* _Work order_:
Note each line in the data holding the string "normal" and report it.

* _Data_:
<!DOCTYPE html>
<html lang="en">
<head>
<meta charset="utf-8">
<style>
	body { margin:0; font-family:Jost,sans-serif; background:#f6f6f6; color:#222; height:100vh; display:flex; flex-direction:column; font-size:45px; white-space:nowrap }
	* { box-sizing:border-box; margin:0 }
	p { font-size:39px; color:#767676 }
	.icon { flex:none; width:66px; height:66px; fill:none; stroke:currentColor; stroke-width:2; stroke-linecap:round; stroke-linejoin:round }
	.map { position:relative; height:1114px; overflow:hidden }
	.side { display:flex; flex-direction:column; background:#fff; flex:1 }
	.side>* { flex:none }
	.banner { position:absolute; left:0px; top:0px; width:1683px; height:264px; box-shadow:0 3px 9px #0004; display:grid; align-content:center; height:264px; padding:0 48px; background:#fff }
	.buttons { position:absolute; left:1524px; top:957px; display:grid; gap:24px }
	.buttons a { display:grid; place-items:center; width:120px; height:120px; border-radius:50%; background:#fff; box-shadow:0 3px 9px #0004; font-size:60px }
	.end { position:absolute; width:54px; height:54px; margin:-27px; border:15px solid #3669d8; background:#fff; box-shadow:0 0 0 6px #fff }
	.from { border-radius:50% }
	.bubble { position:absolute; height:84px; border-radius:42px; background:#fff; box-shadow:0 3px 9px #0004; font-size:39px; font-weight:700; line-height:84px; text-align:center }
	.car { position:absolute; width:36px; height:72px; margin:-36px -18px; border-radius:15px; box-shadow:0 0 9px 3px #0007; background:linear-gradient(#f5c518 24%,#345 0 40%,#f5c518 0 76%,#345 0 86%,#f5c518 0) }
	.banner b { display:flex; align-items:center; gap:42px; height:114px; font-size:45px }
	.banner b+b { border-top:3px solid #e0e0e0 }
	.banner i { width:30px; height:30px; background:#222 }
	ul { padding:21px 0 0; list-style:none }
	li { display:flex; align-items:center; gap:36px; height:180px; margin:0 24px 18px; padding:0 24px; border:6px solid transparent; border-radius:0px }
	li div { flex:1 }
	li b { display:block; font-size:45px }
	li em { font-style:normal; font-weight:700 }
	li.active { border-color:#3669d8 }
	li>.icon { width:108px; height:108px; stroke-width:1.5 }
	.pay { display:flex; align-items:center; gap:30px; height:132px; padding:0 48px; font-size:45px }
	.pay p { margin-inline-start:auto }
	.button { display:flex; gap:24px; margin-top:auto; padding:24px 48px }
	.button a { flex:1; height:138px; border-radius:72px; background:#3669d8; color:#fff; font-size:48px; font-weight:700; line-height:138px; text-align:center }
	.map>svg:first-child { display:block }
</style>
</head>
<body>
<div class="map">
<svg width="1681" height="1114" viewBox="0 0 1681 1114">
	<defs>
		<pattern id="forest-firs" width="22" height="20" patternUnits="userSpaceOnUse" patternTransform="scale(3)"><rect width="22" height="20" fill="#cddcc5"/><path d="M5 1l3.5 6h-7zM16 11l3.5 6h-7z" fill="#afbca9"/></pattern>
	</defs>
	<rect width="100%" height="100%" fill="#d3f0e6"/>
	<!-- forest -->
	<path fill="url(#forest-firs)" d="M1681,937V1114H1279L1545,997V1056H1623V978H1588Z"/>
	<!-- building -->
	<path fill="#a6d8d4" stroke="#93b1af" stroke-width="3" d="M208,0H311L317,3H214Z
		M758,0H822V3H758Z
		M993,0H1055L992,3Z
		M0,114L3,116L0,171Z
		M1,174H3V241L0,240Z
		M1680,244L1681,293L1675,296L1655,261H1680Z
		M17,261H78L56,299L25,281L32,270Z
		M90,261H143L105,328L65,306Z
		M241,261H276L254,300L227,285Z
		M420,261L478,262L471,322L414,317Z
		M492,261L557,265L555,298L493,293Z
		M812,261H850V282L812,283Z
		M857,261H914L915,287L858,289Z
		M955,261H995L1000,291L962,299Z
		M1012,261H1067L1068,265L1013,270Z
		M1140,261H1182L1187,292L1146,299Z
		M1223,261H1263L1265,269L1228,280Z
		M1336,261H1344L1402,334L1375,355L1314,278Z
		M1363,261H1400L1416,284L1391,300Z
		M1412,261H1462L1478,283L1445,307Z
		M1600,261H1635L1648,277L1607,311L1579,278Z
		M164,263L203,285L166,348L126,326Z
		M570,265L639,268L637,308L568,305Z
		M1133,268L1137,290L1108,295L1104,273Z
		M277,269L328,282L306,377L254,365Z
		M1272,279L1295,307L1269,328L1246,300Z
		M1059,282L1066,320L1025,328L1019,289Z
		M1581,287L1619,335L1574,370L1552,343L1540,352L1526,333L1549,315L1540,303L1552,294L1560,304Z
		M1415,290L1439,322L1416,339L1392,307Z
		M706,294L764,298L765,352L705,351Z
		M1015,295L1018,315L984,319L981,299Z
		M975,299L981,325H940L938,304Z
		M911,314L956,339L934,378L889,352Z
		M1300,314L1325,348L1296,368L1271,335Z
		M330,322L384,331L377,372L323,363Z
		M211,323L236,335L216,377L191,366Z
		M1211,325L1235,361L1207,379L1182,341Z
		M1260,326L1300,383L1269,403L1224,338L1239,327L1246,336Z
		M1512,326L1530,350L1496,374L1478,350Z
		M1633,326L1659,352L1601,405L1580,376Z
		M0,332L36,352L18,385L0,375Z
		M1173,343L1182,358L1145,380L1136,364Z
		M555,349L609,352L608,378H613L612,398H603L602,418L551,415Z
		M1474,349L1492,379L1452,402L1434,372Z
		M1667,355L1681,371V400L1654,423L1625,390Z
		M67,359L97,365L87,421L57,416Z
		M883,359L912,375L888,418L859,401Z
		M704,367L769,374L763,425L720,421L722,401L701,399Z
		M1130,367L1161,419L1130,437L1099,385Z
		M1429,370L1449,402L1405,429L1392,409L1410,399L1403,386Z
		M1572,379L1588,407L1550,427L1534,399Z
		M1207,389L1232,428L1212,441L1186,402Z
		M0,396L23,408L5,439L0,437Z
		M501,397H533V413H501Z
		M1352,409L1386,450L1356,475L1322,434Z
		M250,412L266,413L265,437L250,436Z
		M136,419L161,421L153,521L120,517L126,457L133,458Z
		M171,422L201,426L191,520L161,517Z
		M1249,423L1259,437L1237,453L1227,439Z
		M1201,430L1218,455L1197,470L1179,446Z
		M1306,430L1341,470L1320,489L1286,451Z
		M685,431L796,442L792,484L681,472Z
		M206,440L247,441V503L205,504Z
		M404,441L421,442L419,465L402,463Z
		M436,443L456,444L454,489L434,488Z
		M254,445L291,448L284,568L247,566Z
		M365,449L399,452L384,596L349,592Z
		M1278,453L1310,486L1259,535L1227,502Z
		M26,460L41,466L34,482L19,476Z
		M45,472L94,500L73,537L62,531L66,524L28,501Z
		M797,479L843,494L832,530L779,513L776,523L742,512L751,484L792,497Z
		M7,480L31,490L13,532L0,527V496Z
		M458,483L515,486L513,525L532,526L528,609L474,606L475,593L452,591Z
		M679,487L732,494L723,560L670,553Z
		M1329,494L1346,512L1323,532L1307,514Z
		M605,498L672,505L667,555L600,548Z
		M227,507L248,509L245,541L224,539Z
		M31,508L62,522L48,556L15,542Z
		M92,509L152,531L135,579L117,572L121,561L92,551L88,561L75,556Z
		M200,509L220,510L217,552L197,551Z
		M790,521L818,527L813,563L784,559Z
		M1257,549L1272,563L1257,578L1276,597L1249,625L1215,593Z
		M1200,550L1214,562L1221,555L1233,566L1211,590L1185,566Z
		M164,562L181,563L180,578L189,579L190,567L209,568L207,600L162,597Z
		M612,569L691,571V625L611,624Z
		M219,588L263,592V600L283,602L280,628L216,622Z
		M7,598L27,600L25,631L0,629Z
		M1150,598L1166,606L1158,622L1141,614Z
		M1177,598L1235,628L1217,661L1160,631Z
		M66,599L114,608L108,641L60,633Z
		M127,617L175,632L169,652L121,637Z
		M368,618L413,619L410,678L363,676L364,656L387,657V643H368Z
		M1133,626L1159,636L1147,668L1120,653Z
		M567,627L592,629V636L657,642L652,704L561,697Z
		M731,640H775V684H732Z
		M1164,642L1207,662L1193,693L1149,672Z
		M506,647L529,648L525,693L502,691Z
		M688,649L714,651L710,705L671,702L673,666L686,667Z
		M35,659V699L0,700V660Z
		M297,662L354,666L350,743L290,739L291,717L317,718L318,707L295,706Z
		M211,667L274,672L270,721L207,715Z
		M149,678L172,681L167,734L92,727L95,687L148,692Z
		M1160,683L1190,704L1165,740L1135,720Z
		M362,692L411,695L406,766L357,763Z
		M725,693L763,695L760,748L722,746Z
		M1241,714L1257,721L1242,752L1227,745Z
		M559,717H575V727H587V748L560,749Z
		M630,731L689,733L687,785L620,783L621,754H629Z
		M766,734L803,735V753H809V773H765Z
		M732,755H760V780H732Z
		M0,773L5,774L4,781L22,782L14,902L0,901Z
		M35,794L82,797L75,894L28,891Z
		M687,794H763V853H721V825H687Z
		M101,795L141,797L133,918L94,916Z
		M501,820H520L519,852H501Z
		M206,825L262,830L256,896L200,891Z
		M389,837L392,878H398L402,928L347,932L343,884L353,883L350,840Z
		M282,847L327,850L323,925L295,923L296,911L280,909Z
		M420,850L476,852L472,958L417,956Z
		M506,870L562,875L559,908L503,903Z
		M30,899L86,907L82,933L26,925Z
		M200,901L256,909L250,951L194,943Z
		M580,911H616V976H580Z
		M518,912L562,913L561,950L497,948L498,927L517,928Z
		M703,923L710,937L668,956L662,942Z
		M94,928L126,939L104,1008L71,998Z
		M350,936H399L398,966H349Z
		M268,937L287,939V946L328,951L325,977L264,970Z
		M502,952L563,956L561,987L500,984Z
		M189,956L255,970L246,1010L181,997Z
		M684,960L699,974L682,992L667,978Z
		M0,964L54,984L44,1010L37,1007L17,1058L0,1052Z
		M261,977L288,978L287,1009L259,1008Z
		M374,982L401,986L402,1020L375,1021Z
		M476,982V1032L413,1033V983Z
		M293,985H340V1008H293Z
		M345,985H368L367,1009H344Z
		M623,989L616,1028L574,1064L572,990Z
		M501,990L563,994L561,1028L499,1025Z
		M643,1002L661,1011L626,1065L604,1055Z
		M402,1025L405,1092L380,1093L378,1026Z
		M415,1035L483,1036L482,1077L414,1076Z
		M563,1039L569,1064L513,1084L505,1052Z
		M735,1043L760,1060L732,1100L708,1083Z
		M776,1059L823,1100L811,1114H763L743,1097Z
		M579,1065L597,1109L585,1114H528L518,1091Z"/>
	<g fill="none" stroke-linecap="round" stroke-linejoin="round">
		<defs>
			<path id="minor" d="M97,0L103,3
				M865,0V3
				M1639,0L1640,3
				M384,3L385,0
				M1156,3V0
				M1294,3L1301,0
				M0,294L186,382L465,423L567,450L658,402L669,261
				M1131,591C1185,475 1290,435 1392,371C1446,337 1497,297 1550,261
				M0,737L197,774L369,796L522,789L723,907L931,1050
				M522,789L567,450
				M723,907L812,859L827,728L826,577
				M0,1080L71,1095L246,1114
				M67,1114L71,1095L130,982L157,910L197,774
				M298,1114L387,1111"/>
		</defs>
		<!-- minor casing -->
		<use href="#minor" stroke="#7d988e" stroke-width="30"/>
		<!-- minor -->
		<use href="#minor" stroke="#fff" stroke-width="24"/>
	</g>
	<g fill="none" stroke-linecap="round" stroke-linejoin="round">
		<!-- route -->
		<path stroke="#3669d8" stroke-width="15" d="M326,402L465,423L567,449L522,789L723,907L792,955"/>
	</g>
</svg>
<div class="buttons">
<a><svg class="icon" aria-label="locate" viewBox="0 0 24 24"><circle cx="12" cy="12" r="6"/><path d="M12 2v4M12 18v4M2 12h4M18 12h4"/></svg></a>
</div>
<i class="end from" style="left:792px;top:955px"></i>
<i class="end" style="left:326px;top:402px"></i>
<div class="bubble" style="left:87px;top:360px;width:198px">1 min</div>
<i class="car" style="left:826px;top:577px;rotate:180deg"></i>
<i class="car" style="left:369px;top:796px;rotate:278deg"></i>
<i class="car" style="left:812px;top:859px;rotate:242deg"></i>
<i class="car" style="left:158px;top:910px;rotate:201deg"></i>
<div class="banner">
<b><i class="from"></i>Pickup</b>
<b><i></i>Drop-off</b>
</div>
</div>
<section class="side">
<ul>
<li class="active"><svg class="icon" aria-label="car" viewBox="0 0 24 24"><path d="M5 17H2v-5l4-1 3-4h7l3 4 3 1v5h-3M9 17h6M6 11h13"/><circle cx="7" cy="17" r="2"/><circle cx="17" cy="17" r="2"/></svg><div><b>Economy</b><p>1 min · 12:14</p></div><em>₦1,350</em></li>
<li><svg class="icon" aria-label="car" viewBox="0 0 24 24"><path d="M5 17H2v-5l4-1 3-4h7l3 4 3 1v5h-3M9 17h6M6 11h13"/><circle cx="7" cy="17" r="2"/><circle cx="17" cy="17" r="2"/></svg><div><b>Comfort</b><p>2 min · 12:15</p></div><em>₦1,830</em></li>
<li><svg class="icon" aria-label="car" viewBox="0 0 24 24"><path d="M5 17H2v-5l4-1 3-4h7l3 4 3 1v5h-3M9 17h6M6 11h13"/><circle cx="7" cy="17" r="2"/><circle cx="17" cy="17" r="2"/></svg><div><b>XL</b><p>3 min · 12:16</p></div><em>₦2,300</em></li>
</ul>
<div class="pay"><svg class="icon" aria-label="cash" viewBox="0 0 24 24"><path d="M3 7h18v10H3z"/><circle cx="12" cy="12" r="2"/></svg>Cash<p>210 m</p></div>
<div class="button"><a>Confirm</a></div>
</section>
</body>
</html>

--

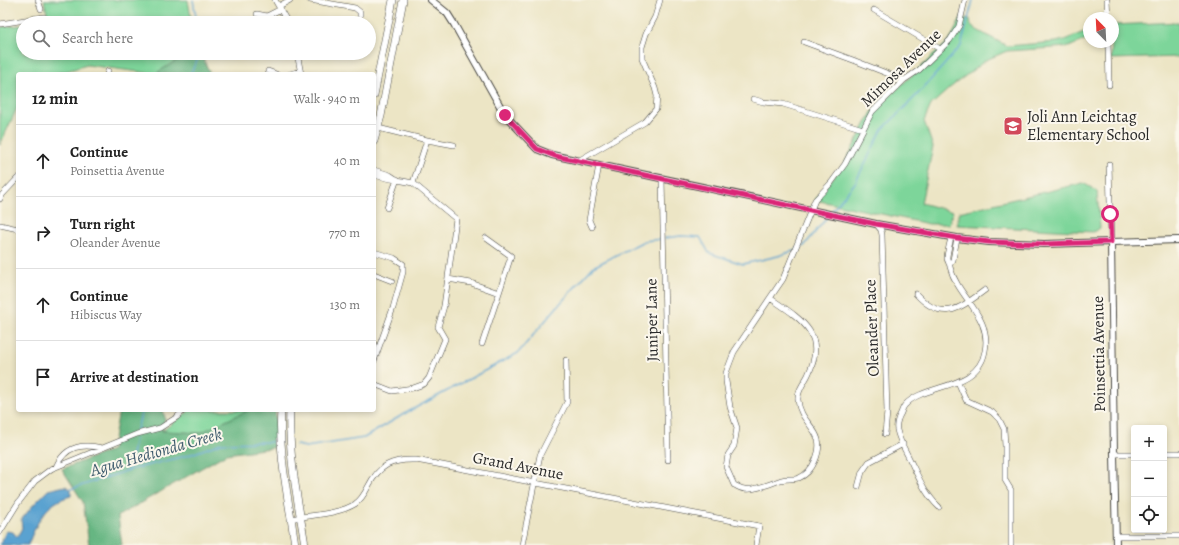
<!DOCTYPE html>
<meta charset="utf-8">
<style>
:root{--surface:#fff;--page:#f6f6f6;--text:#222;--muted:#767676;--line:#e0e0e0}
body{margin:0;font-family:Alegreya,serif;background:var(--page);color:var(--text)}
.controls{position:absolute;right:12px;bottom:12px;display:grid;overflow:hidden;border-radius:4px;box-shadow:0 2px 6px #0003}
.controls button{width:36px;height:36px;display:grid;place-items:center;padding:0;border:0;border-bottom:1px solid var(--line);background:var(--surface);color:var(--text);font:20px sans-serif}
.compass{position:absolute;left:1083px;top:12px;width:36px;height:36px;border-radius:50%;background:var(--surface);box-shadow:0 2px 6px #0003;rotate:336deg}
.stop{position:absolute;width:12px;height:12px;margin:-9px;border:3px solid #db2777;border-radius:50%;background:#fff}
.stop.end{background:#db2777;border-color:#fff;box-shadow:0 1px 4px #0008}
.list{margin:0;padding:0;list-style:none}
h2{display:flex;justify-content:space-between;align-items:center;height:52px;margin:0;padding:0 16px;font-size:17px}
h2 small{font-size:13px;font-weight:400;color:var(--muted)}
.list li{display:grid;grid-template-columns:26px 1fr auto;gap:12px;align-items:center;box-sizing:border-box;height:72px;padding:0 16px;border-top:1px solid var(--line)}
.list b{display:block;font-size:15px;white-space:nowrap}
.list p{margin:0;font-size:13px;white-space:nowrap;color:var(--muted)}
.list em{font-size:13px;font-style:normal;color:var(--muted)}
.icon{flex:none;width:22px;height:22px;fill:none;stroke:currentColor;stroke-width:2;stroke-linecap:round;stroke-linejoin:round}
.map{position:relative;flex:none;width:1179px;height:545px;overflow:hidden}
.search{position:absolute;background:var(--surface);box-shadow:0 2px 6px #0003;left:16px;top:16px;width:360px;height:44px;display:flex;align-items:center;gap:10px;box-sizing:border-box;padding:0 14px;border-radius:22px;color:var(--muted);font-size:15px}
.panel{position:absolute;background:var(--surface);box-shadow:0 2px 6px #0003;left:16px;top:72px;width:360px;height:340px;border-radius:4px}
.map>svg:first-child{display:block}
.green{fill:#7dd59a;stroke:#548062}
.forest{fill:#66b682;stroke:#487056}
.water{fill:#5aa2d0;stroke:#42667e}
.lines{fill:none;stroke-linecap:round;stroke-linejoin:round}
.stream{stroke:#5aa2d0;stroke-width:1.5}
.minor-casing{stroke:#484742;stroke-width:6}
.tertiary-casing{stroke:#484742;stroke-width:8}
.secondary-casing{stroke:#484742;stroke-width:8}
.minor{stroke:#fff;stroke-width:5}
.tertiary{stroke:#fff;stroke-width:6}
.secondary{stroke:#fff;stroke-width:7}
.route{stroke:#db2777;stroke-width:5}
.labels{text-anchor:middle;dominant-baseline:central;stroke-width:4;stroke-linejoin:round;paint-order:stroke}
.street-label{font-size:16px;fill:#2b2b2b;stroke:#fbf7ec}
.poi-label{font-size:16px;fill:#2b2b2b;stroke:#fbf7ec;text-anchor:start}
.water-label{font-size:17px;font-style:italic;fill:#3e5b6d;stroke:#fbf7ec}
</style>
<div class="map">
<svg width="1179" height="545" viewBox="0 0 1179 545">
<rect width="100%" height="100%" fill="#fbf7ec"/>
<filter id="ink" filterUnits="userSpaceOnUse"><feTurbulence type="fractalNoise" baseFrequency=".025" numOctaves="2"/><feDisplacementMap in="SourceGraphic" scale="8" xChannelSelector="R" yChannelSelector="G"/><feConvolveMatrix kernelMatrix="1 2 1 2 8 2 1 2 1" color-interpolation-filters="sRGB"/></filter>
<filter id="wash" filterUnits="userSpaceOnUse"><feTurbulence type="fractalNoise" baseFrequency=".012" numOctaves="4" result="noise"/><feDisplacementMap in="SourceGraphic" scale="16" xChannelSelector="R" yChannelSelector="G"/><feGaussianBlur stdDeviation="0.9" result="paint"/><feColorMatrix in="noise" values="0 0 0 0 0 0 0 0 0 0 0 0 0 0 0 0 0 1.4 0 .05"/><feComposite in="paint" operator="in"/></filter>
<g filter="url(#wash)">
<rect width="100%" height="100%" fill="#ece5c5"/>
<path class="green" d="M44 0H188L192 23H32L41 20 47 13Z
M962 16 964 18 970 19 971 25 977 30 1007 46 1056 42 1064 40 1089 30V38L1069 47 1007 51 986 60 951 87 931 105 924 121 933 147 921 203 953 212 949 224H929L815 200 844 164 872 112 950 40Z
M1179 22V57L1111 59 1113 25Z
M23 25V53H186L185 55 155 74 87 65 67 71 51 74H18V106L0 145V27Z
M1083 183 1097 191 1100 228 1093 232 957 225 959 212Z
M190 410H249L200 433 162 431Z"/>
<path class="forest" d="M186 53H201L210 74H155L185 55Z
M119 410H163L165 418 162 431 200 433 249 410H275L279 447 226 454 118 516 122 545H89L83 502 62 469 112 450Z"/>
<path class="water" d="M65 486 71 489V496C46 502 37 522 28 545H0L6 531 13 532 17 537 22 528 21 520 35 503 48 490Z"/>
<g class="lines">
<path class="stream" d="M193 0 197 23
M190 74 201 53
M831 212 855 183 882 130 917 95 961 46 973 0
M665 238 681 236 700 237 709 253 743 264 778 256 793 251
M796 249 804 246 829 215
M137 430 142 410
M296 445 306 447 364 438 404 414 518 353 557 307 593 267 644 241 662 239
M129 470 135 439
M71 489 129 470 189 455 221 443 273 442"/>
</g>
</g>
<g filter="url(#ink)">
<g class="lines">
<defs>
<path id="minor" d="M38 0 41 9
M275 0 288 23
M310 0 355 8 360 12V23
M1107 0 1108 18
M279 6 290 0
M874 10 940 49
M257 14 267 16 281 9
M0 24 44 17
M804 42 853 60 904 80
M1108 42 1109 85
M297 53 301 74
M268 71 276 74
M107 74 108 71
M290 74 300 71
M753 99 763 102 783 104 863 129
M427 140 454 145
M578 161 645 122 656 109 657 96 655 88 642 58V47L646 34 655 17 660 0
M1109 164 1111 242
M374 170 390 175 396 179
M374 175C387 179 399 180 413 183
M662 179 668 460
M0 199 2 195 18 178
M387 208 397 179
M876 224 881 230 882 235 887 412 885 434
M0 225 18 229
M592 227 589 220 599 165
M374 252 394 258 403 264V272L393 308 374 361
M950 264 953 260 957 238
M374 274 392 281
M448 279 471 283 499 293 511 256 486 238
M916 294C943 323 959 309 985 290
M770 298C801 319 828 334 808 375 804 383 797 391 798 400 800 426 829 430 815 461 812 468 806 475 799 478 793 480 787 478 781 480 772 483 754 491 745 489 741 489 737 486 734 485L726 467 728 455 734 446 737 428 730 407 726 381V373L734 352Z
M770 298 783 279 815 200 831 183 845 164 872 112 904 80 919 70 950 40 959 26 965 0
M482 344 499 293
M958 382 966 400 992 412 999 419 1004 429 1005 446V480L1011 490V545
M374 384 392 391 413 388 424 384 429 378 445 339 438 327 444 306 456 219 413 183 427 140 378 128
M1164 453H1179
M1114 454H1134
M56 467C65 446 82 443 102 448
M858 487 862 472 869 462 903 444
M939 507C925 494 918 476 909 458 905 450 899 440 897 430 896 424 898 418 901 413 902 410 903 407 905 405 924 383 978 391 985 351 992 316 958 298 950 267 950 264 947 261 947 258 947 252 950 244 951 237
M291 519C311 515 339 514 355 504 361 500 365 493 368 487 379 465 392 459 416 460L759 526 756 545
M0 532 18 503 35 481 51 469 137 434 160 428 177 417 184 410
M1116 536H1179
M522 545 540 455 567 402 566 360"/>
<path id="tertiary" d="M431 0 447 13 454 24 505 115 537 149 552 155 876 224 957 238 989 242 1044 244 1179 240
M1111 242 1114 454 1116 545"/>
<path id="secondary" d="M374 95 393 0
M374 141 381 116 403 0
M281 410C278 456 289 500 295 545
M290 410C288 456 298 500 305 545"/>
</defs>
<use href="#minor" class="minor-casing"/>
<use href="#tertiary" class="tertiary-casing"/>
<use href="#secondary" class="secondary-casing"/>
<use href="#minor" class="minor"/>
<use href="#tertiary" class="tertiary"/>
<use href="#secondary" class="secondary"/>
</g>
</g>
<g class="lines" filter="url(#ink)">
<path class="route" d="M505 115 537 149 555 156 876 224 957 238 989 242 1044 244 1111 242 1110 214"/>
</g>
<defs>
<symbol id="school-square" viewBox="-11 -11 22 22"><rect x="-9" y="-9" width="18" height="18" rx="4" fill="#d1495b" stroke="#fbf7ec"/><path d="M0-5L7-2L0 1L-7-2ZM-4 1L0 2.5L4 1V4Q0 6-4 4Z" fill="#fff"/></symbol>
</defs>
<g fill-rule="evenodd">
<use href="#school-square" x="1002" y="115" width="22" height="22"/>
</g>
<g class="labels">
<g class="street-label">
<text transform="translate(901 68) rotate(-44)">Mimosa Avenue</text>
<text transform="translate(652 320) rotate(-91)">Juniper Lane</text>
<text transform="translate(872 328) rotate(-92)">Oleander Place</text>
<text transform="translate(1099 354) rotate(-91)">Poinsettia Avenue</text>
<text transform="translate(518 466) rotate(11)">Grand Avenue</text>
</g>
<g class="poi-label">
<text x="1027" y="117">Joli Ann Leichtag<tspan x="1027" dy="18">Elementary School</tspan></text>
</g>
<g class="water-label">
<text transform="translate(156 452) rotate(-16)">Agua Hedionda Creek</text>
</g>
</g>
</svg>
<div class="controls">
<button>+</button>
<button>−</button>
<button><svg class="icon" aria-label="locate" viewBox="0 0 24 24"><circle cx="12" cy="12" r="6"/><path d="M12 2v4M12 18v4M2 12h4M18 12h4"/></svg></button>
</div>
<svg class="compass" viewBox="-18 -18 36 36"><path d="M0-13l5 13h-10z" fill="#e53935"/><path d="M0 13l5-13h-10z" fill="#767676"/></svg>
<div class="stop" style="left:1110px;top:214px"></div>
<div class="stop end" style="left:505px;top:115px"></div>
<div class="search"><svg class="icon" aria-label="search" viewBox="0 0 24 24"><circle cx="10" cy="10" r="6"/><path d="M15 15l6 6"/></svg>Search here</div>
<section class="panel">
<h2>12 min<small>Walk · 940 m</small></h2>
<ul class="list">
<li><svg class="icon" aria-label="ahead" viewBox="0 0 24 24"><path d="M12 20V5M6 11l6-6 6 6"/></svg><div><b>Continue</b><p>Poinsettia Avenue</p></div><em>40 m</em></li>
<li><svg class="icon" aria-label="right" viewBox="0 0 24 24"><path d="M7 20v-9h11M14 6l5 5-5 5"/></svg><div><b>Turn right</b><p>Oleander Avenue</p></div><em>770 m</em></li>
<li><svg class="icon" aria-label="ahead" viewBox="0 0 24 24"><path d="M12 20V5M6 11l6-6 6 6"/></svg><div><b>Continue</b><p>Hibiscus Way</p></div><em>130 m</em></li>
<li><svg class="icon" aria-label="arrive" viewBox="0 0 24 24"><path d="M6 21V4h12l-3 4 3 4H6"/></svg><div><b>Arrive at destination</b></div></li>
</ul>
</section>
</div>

* _Reply_:
	li em { font-style:normal; font-weight:700 }
.list em{font-size:13px;font-style:normal;color:var(--muted)}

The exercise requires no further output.